Parameters:: word (str) – The word to stem
Returns:: The morphological root, or the original word if not in graph
Return type:: str

Algorithm: Uses breadth-first search through derivational relationships, scoring candidates based on word length, part of speech, and productivity.

Example:

stemmer = DerivationalStemmer('eng')

# Cross-POS stemming
print(stemmer.stem('organization'))    # organize (noun → verb)
print(stemmer.stem('beautiful'))       # beauty (adj → noun)

# Multi-hop traversal
print(stemmer.stem('organizational'))  # organize (2 hops)

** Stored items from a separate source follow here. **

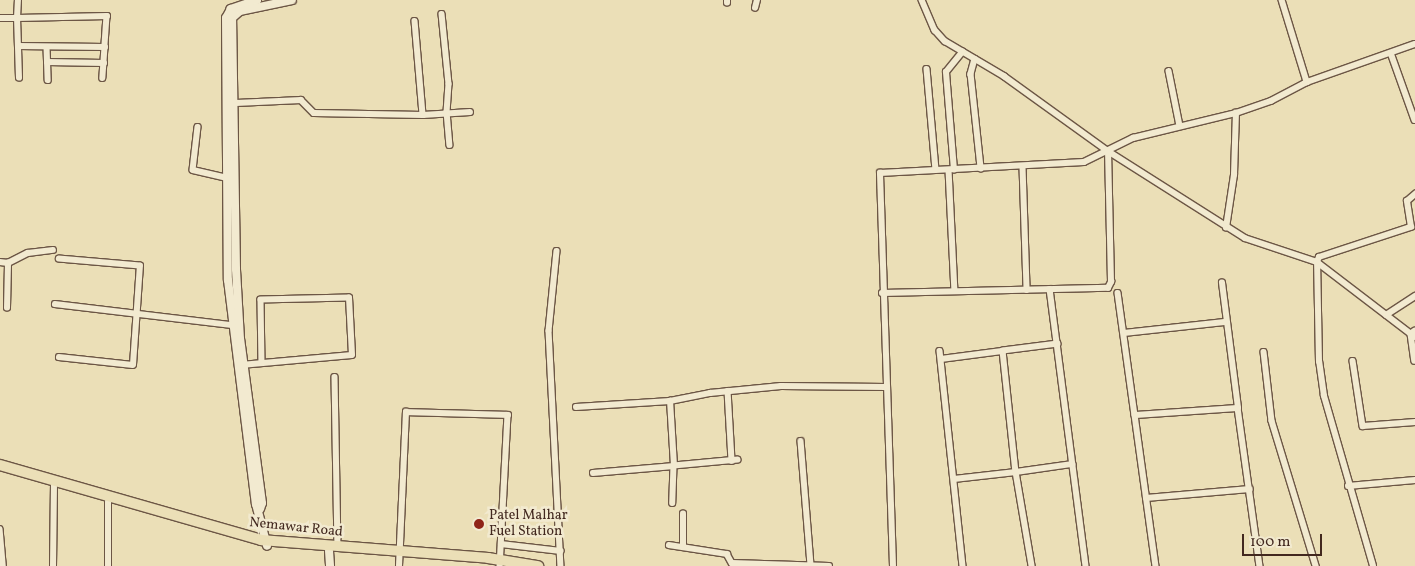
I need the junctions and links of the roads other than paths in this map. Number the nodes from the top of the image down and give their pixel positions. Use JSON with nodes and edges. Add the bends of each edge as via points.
{"nodes":[{"id":1,"x":18,"y":0,"type":"edge"},
{"id":2,"x":257,"y":0,"type":"edge"},
{"id":3,"x":292,"y":0,"type":"edge"},
{"id":4,"x":756,"y":0,"type":"edge"},
{"id":5,"x":922,"y":0,"type":"edge"},
{"id":6,"x":1282,"y":0,"type":"edge"},
{"id":7,"x":755,"y":8,"type":"dead end"},
{"id":8,"x":442,"y":14,"type":"dead end"},
{"id":9,"x":0,"y":18,"type":"edge"},
{"id":10,"x":18,"y":18,"type":"junction"},
{"id":11,"x":415,"y":21,"type":"dead end"},
{"id":12,"x":1415,"y":44,"type":"edge"},
{"id":13,"x":18,"y":46,"type":"junction"},
{"id":14,"x":47,"y":47,"type":"junction"},
{"id":15,"x":105,"y":47,"type":"junction"},
{"id":16,"x":962,"y":52,"type":"junction"},
{"id":17,"x":1390,"y":53,"type":"junction"},
{"id":18,"x":975,"y":59,"type":"junction"},
{"id":19,"x":47,"y":62,"type":"junction"},
{"id":20,"x":104,"y":63,"type":"junction"},
{"id":21,"x":928,"y":69,"type":"dead end"},
{"id":22,"x":1169,"y":71,"type":"dead end"},
{"id":23,"x":19,"y":78,"type":"dead end"},
{"id":24,"x":103,"y":78,"type":"dead end"},
{"id":25,"x":48,"y":80,"type":"dead end"},
{"id":26,"x":1307,"y":82,"type":"junction"},
{"id":27,"x":236,"y":103,"type":"junction"},
{"id":28,"x":447,"y":112,"type":"junction"},
{"id":29,"x":470,"y":112,"type":"dead end"},
{"id":30,"x":1236,"y":113,"type":"junction"},
{"id":31,"x":423,"y":115,"type":"junction"},
{"id":32,"x":1415,"y":120,"type":"edge"},
{"id":33,"x":1180,"y":126,"type":"junction"},
{"id":34,"x":198,"y":127,"type":"dead end"},
{"id":35,"x":226,"y":133,"type":"junction"},
{"id":36,"x":236,"y":133,"type":"junction"},
{"id":37,"x":450,"y":144,"type":"dead end"},
{"id":38,"x":1108,"y":151,"type":"junction"},
{"id":39,"x":981,"y":168,"type":"junction"},
{"id":40,"x":1023,"y":168,"type":"junction"},
{"id":41,"x":936,"y":170,"type":"junction"},
{"id":42,"x":951,"y":170,"type":"junction"},
{"id":43,"x":227,"y":178,"type":"junction"},
{"id":44,"x":1415,"y":194,"type":"edge"},
{"id":45,"x":1226,"y":228,"type":"junction"},
{"id":46,"x":53,"y":250,"type":"dead end"},
{"id":47,"x":557,"y":251,"type":"dead end"},
{"id":48,"x":59,"y":259,"type":"dead end"},
{"id":49,"x":0,"y":262,"type":"edge"},
{"id":50,"x":1317,"y":262,"type":"junction"},
{"id":51,"x":8,"y":263,"type":"junction"},
{"id":52,"x":1222,"y":283,"type":"dead end"},
{"id":53,"x":1050,"y":289,"type":"junction"},
{"id":54,"x":1027,"y":290,"type":"junction"},
{"id":55,"x":955,"y":291,"type":"junction"},
{"id":56,"x":882,"y":293,"type":"junction"},
{"id":57,"x":1118,"y":293,"type":"dead end"},
{"id":58,"x":1415,"y":296,"type":"edge"},
{"id":59,"x":55,"y":304,"type":"dead end"},
{"id":60,"x":7,"y":308,"type":"dead end"},
{"id":61,"x":138,"y":315,"type":"junction"},
{"id":62,"x":1386,"y":316,"type":"junction"},
{"id":63,"x":1226,"y":322,"type":"junction"},
{"id":64,"x":232,"y":325,"type":"junction"},
{"id":65,"x":1124,"y":332,"type":"junction"},
{"id":66,"x":1414,"y":334,"type":"edge"},
{"id":67,"x":1058,"y":344,"type":"junction"},
{"id":68,"x":940,"y":351,"type":"dead end"},
{"id":69,"x":1003,"y":351,"type":"junction"},
{"id":70,"x":1264,"y":352,"type":"dead end"},
{"id":71,"x":59,"y":357,"type":"dead end"},
{"id":72,"x":941,"y":359,"type":"junction"},
{"id":73,"x":1353,"y":360,"type":"dead end"},
{"id":74,"x":1415,"y":360,"type":"edge"},
{"id":75,"x":262,"y":363,"type":"junction"},
{"id":76,"x":240,"y":366,"type":"junction"},
{"id":77,"x":334,"y":377,"type":"dead end"},
{"id":78,"x":886,"y":387,"type":"junction"},
{"id":79,"x":728,"y":391,"type":"junction"},
{"id":80,"x":670,"y":401,"type":"junction"},
{"id":81,"x":576,"y":407,"type":"dead end"},
{"id":82,"x":1238,"y":408,"type":"junction"},
{"id":83,"x":1135,"y":415,"type":"junction"},
{"id":84,"x":1415,"y":422,"type":"edge"},
{"id":85,"x":801,"y":441,"type":"dead end"},
{"id":86,"x":1072,"y":464,"type":"junction"},
{"id":87,"x":0,"y":465,"type":"edge"},
{"id":88,"x":674,"y":466,"type":"junction"},
{"id":89,"x":0,"y":470,"type":"edge"},
{"id":90,"x":1016,"y":472,"type":"junction"},
{"id":91,"x":593,"y":473,"type":"dead end"},
{"id":92,"x":954,"y":480,"type":"junction"},
{"id":93,"x":1415,"y":480,"type":"edge"},
{"id":94,"x":54,"y":486,"type":"junction"},
{"id":95,"x":1348,"y":486,"type":"junction"},
{"id":96,"x":1250,"y":489,"type":"junction"},
{"id":97,"x":1146,"y":498,"type":"junction"},
{"id":98,"x":108,"y":502,"type":"junction"},
{"id":99,"x":673,"y":503,"type":"dead end"},
{"id":100,"x":683,"y":514,"type":"dead end"},
{"id":101,"x":0,"y":529,"type":"edge"},
{"id":102,"x":266,"y":543,"type":"junction"},
{"id":103,"x":501,"y":544,"type":"junction"},
{"id":104,"x":669,"y":545,"type":"dead end"},
{"id":105,"x":682,"y":546,"type":"junction"},
{"id":106,"x":334,"y":549,"type":"junction"},
{"id":107,"x":1,"y":550,"type":"edge"},
{"id":108,"x":561,"y":552,"type":"junction"},
{"id":109,"x":399,"y":558,"type":"edge"},
{"id":110,"x":501,"y":564,"type":"edge"},
{"id":111,"x":811,"y":565,"type":"edge"},
{"id":112,"x":3,"y":566,"type":"edge"},
{"id":113,"x":53,"y":566,"type":"edge"},
{"id":114,"x":108,"y":566,"type":"edge"},
{"id":115,"x":330,"y":566,"type":"edge"},
{"id":116,"x":538,"y":566,"type":"edge"},
{"id":117,"x":561,"y":566,"type":"edge"},
{"id":118,"x":829,"y":566,"type":"edge"},
{"id":119,"x":894,"y":566,"type":"edge"},
{"id":120,"x":963,"y":566,"type":"edge"},
{"id":121,"x":1032,"y":566,"type":"edge"},
{"id":122,"x":1086,"y":566,"type":"edge"},
{"id":123,"x":1156,"y":566,"type":"edge"},
{"id":124,"x":1260,"y":566,"type":"edge"},
{"id":125,"x":1316,"y":566,"type":"edge"},
{"id":126,"x":1373,"y":566,"type":"edge"}],
"edges":[{"from":1,"to":10,"type":"street"},
{"from":2,"to":35,"type":"street","via":[[228,13]]},
{"from":3,"to":27,"type":"street","via":[[233,15]]},
{"from":4,"to":7,"type":"street"},
{"from":5,"to":16,"type":"street","via":[[946,41]]},
{"from":6,"to":26,"type":"street"},
{"from":8,"to":28,"type":"street","via":[[449,84]]},
{"from":9,"to":10,"type":"street"},
{"from":10,"to":13,"type":"street"},
{"from":10,"to":15,"type":"street","via":[[107,16]]},
{"from":11,"to":31,"type":"street"},
{"from":12,"to":17,"type":"street"},
{"from":13,"to":14,"type":"street"},
{"from":13,"to":23,"type":"street"},
{"from":14,"to":15,"type":"street"},
{"from":14,"to":19,"type":"street"},
{"from":15,"to":20,"type":"street"},
{"from":16,"to":18,"type":"street"},
{"from":16,"to":42,"type":"street","via":[[946,72]]},
{"from":17,"to":26,"type":"street"},
{"from":17,"to":32,"type":"street"},
{"from":18,"to":38,"type":"street","via":[[1004,76]]},
{"from":18,"to":39,"type":"street","via":[[970,74]]},
{"from":19,"to":20,"type":"street"},
{"from":19,"to":25,"type":"street"},
{"from":20,"to":24,"type":"street"},
{"from":21,"to":41,"type":"street"},
{"from":22,"to":33,"type":"street"},
{"from":26,"to":30,"type":"street","via":[[1271,101]]},
{"from":27,"to":31,"type":"street","via":[[301,100],[314,113]]},
{"from":27,"to":36,"type":"street"},
{"from":28,"to":29,"type":"street"},
{"from":28,"to":31,"type":"street"},
{"from":28,"to":37,"type":"street"},
{"from":30,"to":33,"type":"street"},
{"from":30,"to":45,"type":"street","via":[[1234,175]]},
{"from":33,"to":38,"type":"street","via":[[1133,138]]},
{"from":34,"to":43,"type":"street","via":[[193,170]]},
{"from":35,"to":36,"type":"street"},
{"from":35,"to":43,"type":"street"},
{"from":36,"to":76,"type":"street","via":[[235,234]]},
{"from":38,"to":40,"type":"street","via":[[1084,162]]},
{"from":38,"to":45,"type":"street"},
{"from":38,"to":53,"type":"street","via":[[1112,282],[1108,288]]},
{"from":39,"to":40,"type":"street"},
{"from":39,"to":42,"type":"street"},
{"from":40,"to":54,"type":"street"},
{"from":41,"to":42,"type":"street"},
{"from":41,"to":56,"type":"street","via":[[880,173]]},
{"from":42,"to":55,"type":"street"},
{"from":43,"to":64,"type":"street"},
{"from":44,"to":50,"type":"street","via":[[1407,201],[1411,227],[1319,257]]},
{"from":45,"to":50,"type":"street"},
{"from":46,"to":51,"type":"street","via":[[28,253]]},
{"from":47,"to":108,"type":"street","via":[[549,331]]},
{"from":48,"to":61,"type":"street","via":[[140,266]]},
{"from":49,"to":51,"type":"street"},
{"from":50,"to":62,"type":"street"},
{"from":50,"to":95,"type":"street","via":[[1319,362],[1324,396]]},
{"from":51,"to":60,"type":"street"},
{"from":52,"to":63,"type":"street"},
{"from":53,"to":54,"type":"street"},
{"from":53,"to":67,"type":"street"},
{"from":54,"to":55,"type":"street"},
{"from":55,"to":56,"type":"street"},
{"from":56,"to":78,"type":"street"},
{"from":57,"to":65,"type":"street"},
{"from":58,"to":62,"type":"street"},
{"from":59,"to":61,"type":"street"},
{"from":61,"to":64,"type":"street"},
{"from":61,"to":71,"type":"street","via":[[133,365]]},
{"from":62,"to":66,"type":"street"},
{"from":63,"to":65,"type":"street"},
{"from":63,"to":82,"type":"street"},
{"from":64,"to":76,"type":"street"},
{"from":65,"to":83,"type":"street"},
{"from":66,"to":74,"type":"street"},
{"from":67,"to":69,"type":"street"},
{"from":67,"to":86,"type":"street"},
{"from":68,"to":72,"type":"street"},
{"from":69,"to":72,"type":"street"},
{"from":69,"to":90,"type":"street"},
{"from":70,"to":125,"type":"street","via":[[1272,421]]},
{"from":72,"to":92,"type":"street"},
{"from":73,"to":84,"type":"street","via":[[1363,426]]},
{"from":75,"to":75,"type":"street","via":[[352,355],[350,298],[261,300]]},
{"from":75,"to":76,"type":"street"},
{"from":76,"to":102,"type":"street","via":[[256,504],[260,509]]},
{"from":77,"to":106,"type":"street"},
{"from":78,"to":79,"type":"street","via":[[781,386]]},
{"from":78,"to":119,"type":"street"},
{"from":79,"to":80,"type":"street"},
{"from":79,"to":88,"type":"street","via":[[735,461]]},
{"from":80,"to":81,"type":"street"},
{"from":80,"to":88,"type":"street"},
{"from":82,"to":83,"type":"street"},
{"from":82,"to":96,"type":"street"},
{"from":83,"to":97,"type":"street"},
{"from":85,"to":111,"type":"street"},
{"from":86,"to":90,"type":"street"},
{"from":86,"to":122,"type":"street"},
{"from":87,"to":102,"type":"highway","name":"Nemawar Road"},
{"from":88,"to":91,"type":"street"},
{"from":88,"to":99,"type":"street"},
{"from":89,"to":94,"type":"highway","name":"Nemawar Road"},
{"from":90,"to":92,"type":"street"},
{"from":90,"to":121,"type":"street"},
{"from":92,"to":120,"type":"street"},
{"from":93,"to":95,"type":"street"},
{"from":94,"to":98,"type":"highway","name":"Nemawar Road"},
{"from":94,"to":113,"type":"street"},
{"from":95,"to":126,"type":"street"},
{"from":96,"to":97,"type":"street"},
{"from":96,"to":124,"type":"street"},
{"from":97,"to":123,"type":"street"},
{"from":98,"to":102,"type":"highway","name":"Nemawar Road"},
{"from":98,"to":114,"type":"street"},
{"from":100,"to":105,"type":"street"},
{"from":101,"to":107,"type":"street"},
{"from":102,"to":106,"type":"highway","name":"Nemawar Road"},
{"from":103,"to":108,"type":"street"},
{"from":103,"to":109,"type":"street","via":[[508,415],[406,412]]},
{"from":103,"to":110,"type":"street"},
{"from":104,"to":105,"type":"street"},
{"from":105,"to":111,"type":"street","via":[[727,554],[732,563]]},
{"from":106,"to":109,"type":"highway","name":"Nemawar Road"},
{"from":106,"to":115,"type":"street"},
{"from":107,"to":112,"type":"street"},
{"from":108,"to":117,"type":"street"},
{"from":109,"to":110,"type":"highway","name":"Nemawar Road"},
{"from":110,"to":116,"type":"highway","name":"Nemawar Road"},
{"from":111,"to":118,"type":"street"}]}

get_word_family(word: str, max_depth: int = 2) → list

Get all words derived from the given root word.

Parameters:: word (str) – The root word
Returns:: Sorted list of words in the derivational family
Return type:: list

get_derivations(word: str) → list

Get derivational links for a word.

Parameters:: word (str) – Input word
Returns:: List of derivation objects with form, pos, and relation
Return type:: list

Example:

stemmer = DerivationalStemmer('eng')
family = stemmer.get_word_family('organize')
print(len(family))  # 43 related words

InflectionAnalyzer

class InflectionAnalyzer(language: str)

Analyzer for inflectional morphology (grammatical variations of the same word).

Parameters:: language (str) – ISO 639-3 language code
Raises:: ValueError – If language is not supported

Example:

from crosstem import InflectionAnalyzer

analyzer = InflectionAnalyzer('eng')
inflections = analyzer.get_inflections('run')

get_inflections(word: str) → set

Get all inflectional forms of a word.

Parameters:: word (str) – The base word
Returns:: Set of inflected forms
Return type:: set

Example:

analyzer = InflectionAnalyzer('eng')

print(analyzer.get_inflections('run'))
# {'run', 'runs', 'running', 'ran'}

print(analyzer.get_inflections('go'))
# {'go', 'goes', 'going', 'went', 'gone'}

EtymologyLinker

class EtymologyLinker

Class for tracing cross-lingual etymology relationships.

Note

Requires etymology data to be downloaded first using download_etymology().

Example:

from crosstem import EtymologyLinker, download_etymology

download_etymology()  # One-time download
linker = EtymologyLinker()

get_etymology(language: str, word: str) → dict

Get etymology information for a word.

Parameters:

language (str) – Full language name (e.g., ‘English’, ‘French’)
word (str) – The word to look up

Returns:

Dictionary of etymology relationships

Return type:

dict

Relationship types:

INHERITED_FROM: Inherited from ancestor language
BORROWED_FROM: Borrowed/loaned from another language
DERIVED_FROM: Derived from another word
ETYMOLOGICAL_ORIGIN_OF: Source of another word

Example:

linker = EtymologyLinker()
etymology = linker.get_etymology('English', 'organize')
print(etymology)

get_borrowed_words(target_lang: str, source_lang: str) → list

Find all words borrowed from one language into another.

Parameters:

target_lang (str) – Language that borrowed words
source_lang (str) – Language that provided words

Returns:

List of borrowed words

Return type:

list

Example:

linker = EtymologyLinker()
french_loans = linker.get_borrowed_words('English', 'French')
print(f"Found {len(french_loans)} French loanwords")

Helper Functions

download_etymology() → None

Download the etymology dataset (~1 GB) from GitHub Releases.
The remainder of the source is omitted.